Thomas rimase in silenzio per un lungo momento, ed Eleanor sentì il vento ululare intorno alla casa, facendo vibrare i vetri delle finestre, in lontananza. Sentì uno dei ragazzi ridere per qualcosa. Il suono era allegro e caldo, in netto contrasto con la tempesta che infuriava fuori.
«Ho una proposta da farti», disse infine Thomas. Eleanor alzò lo sguardo, sorpresa dal tono serio della sua voce. «Ho bisogno di una moglie. Non per romanticismo o altre sciocchezze del genere, ma per ragioni pratiche. Qualcuno che si occupi della casa, che mi aiuti con i ragazzi, che si assicuri che ci sia cibo caldo in tavola e vestiti puliti nel cassetto. L'inverno si avvicina e non posso farcela da solo.»
Elellanar lo fissò, certa di aver capito male. "Chiedo scusa."

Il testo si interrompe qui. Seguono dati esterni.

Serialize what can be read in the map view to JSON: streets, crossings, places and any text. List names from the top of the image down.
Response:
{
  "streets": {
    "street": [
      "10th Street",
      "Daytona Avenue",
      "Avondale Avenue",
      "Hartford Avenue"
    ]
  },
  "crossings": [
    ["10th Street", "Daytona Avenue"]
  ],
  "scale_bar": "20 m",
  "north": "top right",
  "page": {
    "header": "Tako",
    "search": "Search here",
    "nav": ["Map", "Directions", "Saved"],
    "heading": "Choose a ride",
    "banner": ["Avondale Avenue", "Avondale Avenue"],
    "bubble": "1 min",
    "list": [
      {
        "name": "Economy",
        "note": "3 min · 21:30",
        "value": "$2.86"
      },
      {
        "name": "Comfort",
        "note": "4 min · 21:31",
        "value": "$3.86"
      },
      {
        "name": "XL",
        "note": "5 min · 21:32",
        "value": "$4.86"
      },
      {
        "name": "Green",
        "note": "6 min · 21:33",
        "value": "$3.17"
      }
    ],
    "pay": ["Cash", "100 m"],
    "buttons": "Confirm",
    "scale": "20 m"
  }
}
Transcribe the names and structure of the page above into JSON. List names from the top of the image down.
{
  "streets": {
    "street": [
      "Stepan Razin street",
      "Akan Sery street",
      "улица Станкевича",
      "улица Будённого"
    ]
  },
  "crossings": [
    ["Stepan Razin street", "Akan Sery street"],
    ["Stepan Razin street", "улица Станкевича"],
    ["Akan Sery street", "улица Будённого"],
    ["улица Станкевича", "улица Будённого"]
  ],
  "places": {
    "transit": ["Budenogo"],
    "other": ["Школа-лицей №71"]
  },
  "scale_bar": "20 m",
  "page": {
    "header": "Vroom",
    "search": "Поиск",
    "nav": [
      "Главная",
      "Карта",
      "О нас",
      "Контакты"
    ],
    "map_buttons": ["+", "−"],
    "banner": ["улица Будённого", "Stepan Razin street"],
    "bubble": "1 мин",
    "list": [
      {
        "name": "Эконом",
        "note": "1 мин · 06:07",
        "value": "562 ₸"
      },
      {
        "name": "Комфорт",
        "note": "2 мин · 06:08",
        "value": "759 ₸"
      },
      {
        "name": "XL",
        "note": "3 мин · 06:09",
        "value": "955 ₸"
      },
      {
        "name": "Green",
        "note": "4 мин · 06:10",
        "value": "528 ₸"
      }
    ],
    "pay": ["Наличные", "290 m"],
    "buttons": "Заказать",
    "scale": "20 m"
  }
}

«Un accordo commerciale», continuò Thomas, con voce ferma come se stesse discutendo del prezzo del bestiame. «Tu hai bisogno di un riparo e di sicurezza. Io ho bisogno di aiuto per gestire questo posto. Potremmo far funzionare le cose.»
“Signor Caldwell, la conosco a malapena.”
“Che cosa c’è da sapere? Sono un uomo perbene che paga i suoi debiti e mantiene la parola data. Non bevo eccessivamente e non alzo le mani su donne o bambini. Questa terra è di mia proprietà, senza alcun vincolo. E ho soldi in banca. Non vi mancherà nulla.”
Elellanar sentì il mondo vacillare intorno a lei. Non poteva essere vero. Gli uomini non chiedevano mai in sposa donne che conoscevano a malapena, soprattutto non uomini come Thomas Caldwell.
«I ragazzi hanno bisogno di una madre», continuò. «Sono bravi bambini, ma senza la guida di una donna si comportano in modo sconsiderato. E io», fece una pausa, scegliendo con cura le parole, «ho bisogno di una compagna, di qualcuno su cui poter contare».
Fuori, il vento ululava come qualcosa di vivo e rabbioso. Ellaner pensò ai tre dollari d'argento che aveva in tasca, al lungo inverno che l'attendeva, alla concreta possibilità di non sopravvivere senza aiuto.
«Non sarebbe un vero matrimonio», aggiunse Thomas in fretta, come se le avesse letto nel pensiero. «Stanze separate, vite separate sotto molti aspetti, solo due persone che si aiutano a vicenda».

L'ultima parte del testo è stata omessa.